SPI_SPEI_trendAnalysis_EOBS.png

📋 Methodology#

1. Define the AoI, search and download E-OBS
2. Calculate Standardized Precipitation Index (SPI)
3. Calculate Standardized Precipitation Evapotranspiration Index (SPEI)
4. Comparing SPI and SPEI Climatologies
5. Calculate Linear Trends
6. Main Takeaways

📈 Analysis and results#

1. Define the AoI, search and download E-OBS#

Import all the libraries/packages#

We will be working with data in NetCDF format. To best handle this data we will use libraries for working with multidimensional arrays, in particular Xarray. We will also need libraries for plotting and viewing data, in this case we will use Matplotlib and Cartopy.

Hide code cell source
import matplotlib.pyplot as plt
import cartopy.crs as ccrs
import numpy as np
import pandas as pd
import xarray as xr
import pymannkendall as mk
import math
import calendar
import warnings
warnings.filterwarnings("ignore")

from scipy.stats import gamma, norm
from c3s_eqc_automatic_quality_control import download

plt.rcParams["figure.figsize"] = [15, 5]
plt.style.use("seaborn-v0_8-notebook")

Data Overview#

To search for data, visit the CDS website: http://cds.climate.copernicus.eu. Here you can search for ‘in-situ observations’ using the search bar. The data we need for this tutorial is the E-OBS daily gridded meteorological data for Europe from 1950 to present derived from in-situ observations. This catalogue entry provides a daily gridded dataset of historical meteorological observations, covering Europe (land-only), from 1950 to the present. This data is derived from in-situ meteorological stations, made available through the European Climate Assessment & Dataset (ECA&D) project, as provided by National Meteorological and Hydrological Services (NMHSs) and other data-holding institutes.

E-OBS comprises a set of spatially continuous Essential Climate Variables (ECVs) from the Surface Atmosphere, following the Global Climate Observing System (GCOS) convention, provided as the mean and spread of the spatial prediction ensemble algorithm, at regular latitude-longitude grid intervals (at a 0.1° and 0.25° spatial resolution), and covering a long time-period, from 1 January 1950 to present-day. In addition to the land surface elevation, E-OBS includes daily air temperature (mean, maximum and minimum), precipitation amount, wind speed, sea-level pressure and shortwave downwelling radiation.

The E-OBS version used for this Use Case, E-OBSv28.0e, was released in October 2023 and its main difference from the previous E-OBSv27.0e is the inclusion of new series and some corrections for precipitation stations.

Having selected the correct dataset, we now need to specify what product type, variables, temporal and geographic coverage we are interested in. In this Use Case, the ensemble mean of precipitation (RR) will be used, considering the last version available (v28.0e).
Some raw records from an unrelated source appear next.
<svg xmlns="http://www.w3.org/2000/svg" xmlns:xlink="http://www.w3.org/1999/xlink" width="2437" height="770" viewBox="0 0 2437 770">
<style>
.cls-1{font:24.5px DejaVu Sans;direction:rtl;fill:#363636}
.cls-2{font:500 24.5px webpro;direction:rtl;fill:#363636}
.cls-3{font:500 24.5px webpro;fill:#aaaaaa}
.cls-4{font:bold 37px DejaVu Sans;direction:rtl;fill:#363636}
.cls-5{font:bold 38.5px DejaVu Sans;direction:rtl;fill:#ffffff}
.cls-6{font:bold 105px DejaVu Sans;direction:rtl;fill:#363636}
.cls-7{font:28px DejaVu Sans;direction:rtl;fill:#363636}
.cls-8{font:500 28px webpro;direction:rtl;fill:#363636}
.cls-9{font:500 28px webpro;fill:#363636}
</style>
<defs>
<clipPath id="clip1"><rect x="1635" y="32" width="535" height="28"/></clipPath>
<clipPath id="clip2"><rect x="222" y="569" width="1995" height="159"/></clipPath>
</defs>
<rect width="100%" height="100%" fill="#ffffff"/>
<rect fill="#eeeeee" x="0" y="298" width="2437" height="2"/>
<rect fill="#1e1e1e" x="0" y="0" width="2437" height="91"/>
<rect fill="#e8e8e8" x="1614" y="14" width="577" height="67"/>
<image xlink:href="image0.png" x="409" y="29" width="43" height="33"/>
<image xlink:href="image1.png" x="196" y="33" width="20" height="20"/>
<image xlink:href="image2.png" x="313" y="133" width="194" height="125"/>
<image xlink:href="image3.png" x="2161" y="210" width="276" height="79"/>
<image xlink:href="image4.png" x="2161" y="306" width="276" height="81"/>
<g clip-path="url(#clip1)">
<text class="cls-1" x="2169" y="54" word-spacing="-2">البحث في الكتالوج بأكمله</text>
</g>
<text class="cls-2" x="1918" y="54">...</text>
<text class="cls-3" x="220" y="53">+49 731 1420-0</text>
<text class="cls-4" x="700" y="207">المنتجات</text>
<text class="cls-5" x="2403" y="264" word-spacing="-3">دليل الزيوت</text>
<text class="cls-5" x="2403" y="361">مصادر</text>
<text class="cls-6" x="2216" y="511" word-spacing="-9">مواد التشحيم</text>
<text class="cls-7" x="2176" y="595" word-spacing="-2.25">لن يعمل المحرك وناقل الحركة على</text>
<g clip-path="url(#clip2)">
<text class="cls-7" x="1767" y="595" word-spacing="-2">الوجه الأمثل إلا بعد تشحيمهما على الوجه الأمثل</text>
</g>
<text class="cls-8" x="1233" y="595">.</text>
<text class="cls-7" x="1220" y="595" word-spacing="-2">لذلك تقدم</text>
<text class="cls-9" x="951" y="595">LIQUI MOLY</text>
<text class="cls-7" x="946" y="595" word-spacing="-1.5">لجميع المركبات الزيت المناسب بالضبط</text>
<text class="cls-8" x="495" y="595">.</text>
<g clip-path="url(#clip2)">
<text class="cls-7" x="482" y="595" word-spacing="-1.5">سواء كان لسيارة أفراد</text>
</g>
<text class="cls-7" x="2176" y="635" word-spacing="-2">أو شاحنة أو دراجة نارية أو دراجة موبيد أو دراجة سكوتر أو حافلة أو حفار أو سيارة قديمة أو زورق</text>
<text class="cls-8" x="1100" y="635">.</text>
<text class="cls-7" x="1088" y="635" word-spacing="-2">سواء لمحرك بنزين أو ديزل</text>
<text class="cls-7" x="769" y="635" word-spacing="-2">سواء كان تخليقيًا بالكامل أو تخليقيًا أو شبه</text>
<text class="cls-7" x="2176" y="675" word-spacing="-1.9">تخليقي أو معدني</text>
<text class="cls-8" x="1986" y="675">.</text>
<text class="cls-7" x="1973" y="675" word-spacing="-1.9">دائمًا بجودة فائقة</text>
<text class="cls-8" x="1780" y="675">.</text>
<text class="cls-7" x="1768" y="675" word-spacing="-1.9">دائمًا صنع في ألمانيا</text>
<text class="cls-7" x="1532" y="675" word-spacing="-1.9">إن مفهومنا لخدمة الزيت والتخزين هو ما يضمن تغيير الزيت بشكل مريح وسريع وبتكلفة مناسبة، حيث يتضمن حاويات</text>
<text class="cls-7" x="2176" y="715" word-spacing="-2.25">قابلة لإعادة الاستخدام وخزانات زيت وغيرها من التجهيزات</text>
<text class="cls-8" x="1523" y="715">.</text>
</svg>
These can all be selected in the “Download data” tab from the CDS. In this tab a form appears in which we will select the following parameters to download, for example:

  • Product Type: Ensemble mean

  • Variable: daily precipitation sum, and mean temperature

  • Grid resolution: 0.25

  • Period: Full period

  • Version: 28.0e

  • Format: Zip file (.zip)

At the end of the download form, select Show API request. This will reveal a block of code, which you can simply copy and paste into a cell of your Jupyter Notebook …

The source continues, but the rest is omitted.